On connaît bien le rôle de la traduction dans la vie de l’humanité. Victor Hugo a dit, il y a plus de cent ans, que les traducteurs étaient des constructeurs de ponts grâce auxquels les peuples peuvent se rendre visite. À l’autre bout de l’Europe, le grand poète national russe Pouchkine écrivait, lui aussi, que les traducteurs étaient des chevaux de relais de la civilisation. Les deux génies soulignent que la fonction première de la traduction est de faire passer les richesses intellectuelles d’un peuple à un autre.

 

Mais qu’est-ce que la traduction ? Le titre de mon exposé est assez banal.
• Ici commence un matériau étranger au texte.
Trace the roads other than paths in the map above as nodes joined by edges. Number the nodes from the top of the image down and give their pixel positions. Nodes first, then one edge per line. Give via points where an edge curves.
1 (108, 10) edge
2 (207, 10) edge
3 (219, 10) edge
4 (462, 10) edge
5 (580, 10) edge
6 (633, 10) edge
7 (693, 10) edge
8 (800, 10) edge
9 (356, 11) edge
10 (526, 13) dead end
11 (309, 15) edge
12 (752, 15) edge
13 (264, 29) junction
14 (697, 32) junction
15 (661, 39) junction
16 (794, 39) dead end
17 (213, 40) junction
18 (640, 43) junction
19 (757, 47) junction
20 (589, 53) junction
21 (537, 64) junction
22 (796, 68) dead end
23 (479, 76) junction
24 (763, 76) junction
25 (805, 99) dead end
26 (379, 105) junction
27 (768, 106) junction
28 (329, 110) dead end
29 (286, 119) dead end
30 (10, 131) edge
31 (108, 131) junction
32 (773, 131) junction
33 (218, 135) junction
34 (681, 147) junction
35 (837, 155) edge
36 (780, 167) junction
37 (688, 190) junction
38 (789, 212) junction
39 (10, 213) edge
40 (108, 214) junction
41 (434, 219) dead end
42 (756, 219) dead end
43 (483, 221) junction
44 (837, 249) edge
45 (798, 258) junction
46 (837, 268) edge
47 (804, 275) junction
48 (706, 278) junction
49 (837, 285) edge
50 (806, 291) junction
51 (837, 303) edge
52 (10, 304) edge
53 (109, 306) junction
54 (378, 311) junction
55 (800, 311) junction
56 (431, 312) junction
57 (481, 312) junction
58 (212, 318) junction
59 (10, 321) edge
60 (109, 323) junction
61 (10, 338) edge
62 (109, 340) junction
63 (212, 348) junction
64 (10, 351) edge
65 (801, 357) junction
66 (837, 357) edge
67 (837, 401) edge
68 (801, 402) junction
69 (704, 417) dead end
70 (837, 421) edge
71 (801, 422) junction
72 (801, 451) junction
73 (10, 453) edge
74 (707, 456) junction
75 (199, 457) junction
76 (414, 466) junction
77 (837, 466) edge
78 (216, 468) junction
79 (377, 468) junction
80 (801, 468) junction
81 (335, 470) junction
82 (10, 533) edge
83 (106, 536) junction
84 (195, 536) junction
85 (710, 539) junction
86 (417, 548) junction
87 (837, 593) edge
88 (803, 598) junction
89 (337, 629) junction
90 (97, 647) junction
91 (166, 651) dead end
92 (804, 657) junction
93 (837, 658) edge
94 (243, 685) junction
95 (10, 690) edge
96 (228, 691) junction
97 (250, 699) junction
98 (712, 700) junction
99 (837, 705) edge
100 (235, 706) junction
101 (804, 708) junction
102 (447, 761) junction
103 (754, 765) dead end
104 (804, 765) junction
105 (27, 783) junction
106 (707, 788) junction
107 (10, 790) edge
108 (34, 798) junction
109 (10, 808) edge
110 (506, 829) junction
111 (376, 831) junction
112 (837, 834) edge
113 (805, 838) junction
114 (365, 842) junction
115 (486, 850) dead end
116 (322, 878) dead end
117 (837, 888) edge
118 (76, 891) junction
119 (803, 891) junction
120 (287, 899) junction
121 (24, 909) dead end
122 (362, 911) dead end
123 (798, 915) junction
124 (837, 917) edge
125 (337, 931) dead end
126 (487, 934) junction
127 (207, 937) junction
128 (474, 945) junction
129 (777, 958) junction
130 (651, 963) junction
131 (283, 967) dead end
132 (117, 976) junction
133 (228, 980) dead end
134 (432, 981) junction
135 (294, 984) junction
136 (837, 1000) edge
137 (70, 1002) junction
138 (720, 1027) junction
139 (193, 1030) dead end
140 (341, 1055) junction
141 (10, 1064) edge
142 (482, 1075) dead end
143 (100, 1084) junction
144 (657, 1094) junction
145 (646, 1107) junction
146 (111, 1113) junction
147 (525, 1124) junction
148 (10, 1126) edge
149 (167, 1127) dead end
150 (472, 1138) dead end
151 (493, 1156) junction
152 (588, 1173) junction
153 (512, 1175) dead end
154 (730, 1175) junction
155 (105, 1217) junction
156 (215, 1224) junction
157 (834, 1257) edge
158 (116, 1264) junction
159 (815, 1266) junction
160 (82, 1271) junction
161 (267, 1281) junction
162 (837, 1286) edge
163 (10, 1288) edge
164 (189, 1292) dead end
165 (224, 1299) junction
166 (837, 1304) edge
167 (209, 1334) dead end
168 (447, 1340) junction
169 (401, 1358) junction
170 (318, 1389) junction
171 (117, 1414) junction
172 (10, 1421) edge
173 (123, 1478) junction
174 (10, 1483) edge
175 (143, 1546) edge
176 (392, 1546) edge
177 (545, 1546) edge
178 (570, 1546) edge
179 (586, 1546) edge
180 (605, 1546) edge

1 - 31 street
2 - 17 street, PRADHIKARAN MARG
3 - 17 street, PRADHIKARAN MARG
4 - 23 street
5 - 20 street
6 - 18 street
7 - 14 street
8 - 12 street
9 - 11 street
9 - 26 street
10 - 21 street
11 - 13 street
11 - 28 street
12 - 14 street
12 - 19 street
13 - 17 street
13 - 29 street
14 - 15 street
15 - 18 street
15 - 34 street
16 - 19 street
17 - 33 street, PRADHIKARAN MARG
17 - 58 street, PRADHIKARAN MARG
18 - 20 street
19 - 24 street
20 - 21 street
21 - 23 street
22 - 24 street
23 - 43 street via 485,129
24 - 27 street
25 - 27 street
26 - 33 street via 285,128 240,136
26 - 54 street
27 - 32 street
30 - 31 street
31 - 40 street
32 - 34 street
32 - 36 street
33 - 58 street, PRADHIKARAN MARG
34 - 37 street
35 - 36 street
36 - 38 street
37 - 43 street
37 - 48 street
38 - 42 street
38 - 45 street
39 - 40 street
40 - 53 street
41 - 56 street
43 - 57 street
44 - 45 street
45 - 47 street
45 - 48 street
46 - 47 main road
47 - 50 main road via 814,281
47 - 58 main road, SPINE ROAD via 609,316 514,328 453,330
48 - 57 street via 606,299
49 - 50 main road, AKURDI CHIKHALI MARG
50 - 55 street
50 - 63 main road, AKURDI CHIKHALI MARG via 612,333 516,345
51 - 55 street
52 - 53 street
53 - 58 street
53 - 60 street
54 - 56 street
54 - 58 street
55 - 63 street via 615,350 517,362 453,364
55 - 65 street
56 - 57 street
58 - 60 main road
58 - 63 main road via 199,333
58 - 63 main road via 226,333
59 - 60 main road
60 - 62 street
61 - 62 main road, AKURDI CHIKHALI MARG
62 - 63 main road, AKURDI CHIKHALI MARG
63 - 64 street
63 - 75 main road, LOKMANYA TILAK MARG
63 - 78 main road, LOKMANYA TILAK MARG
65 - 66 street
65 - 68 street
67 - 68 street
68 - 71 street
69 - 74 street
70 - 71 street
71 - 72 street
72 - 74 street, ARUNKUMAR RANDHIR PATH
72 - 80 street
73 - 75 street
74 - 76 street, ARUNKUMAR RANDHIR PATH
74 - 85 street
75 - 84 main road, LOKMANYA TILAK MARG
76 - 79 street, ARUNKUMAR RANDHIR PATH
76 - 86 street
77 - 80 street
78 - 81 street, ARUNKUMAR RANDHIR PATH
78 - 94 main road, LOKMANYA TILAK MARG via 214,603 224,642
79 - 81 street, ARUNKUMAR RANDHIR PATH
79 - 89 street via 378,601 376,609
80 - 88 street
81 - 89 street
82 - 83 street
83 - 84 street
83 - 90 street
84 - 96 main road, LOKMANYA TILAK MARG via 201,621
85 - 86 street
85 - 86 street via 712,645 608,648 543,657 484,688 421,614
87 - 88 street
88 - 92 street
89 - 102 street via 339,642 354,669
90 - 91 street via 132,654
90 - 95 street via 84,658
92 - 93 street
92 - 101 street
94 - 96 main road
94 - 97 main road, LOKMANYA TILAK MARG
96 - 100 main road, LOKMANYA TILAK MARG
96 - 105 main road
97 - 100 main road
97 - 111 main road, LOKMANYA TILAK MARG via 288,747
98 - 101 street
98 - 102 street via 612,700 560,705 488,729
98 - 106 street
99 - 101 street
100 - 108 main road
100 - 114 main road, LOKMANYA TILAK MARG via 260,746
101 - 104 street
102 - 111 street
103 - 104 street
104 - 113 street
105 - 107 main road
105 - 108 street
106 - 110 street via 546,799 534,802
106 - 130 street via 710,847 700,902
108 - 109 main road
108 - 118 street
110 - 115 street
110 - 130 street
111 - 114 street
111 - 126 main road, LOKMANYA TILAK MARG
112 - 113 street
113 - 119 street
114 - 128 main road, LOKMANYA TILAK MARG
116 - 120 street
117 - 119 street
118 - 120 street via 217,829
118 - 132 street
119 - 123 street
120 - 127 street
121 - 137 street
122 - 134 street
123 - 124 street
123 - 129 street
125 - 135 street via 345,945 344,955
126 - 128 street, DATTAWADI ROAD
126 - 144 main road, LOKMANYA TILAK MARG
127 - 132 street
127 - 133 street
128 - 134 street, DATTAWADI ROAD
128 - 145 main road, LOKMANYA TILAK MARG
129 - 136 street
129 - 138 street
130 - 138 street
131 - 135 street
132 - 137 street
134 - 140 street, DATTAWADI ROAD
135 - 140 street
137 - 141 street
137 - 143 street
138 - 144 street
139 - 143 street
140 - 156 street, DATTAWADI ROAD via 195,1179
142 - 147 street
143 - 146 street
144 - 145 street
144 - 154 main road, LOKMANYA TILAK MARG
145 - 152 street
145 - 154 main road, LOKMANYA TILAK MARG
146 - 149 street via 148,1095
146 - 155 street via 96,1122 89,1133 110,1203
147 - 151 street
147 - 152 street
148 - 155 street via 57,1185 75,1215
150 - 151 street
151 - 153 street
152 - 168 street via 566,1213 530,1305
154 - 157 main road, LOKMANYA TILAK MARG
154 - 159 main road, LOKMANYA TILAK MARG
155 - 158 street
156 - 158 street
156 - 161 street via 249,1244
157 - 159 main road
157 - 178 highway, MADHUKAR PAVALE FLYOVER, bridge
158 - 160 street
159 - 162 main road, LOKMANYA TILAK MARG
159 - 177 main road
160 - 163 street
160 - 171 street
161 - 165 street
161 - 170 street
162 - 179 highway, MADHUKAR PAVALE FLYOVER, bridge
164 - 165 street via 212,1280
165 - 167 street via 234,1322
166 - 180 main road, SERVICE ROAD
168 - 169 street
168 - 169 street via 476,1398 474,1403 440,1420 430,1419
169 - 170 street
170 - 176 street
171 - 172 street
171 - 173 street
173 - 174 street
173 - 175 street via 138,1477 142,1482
Il a été utilisé dans de nombreuses publications consacrées à ce genre d’activité humaine. Bien souvent, les explorateurs du problème, en commençant par la disjonction art ou science, finissaient par la conjonction logique art et science. Parfois on essaie de distinguer le côté scientifique et artistique de la traduction selon les degrés ou les types mêmes de la traduction. On oppose ainsi l’interprétation, la traduction technique d’une part et la traduction d’oeuvres artistiques, poétiques aussi, de l’autre. Dans le premier cas, croit-on, on peut apprendre la traduction comme n’importe quelle autre science ou métier; dans le second, on a affaire à un art.

 

En s’inspirant de la maxime de Brillat-Savarin, grande figure de l’art culinaire français qui disait : « on devient cuisinier, mais on naît rôtisseur », on serait porté à dire que l’on devient interprète, mais on naît traducteur artistique. Cependant, on peut croire qu’à tous les niveaux, la traduction participe de la science aussi bien que de l’art. Il s’agit seulement d’essayer de préciser quels aspects de la traduction relèvent de l’une et de l’autre.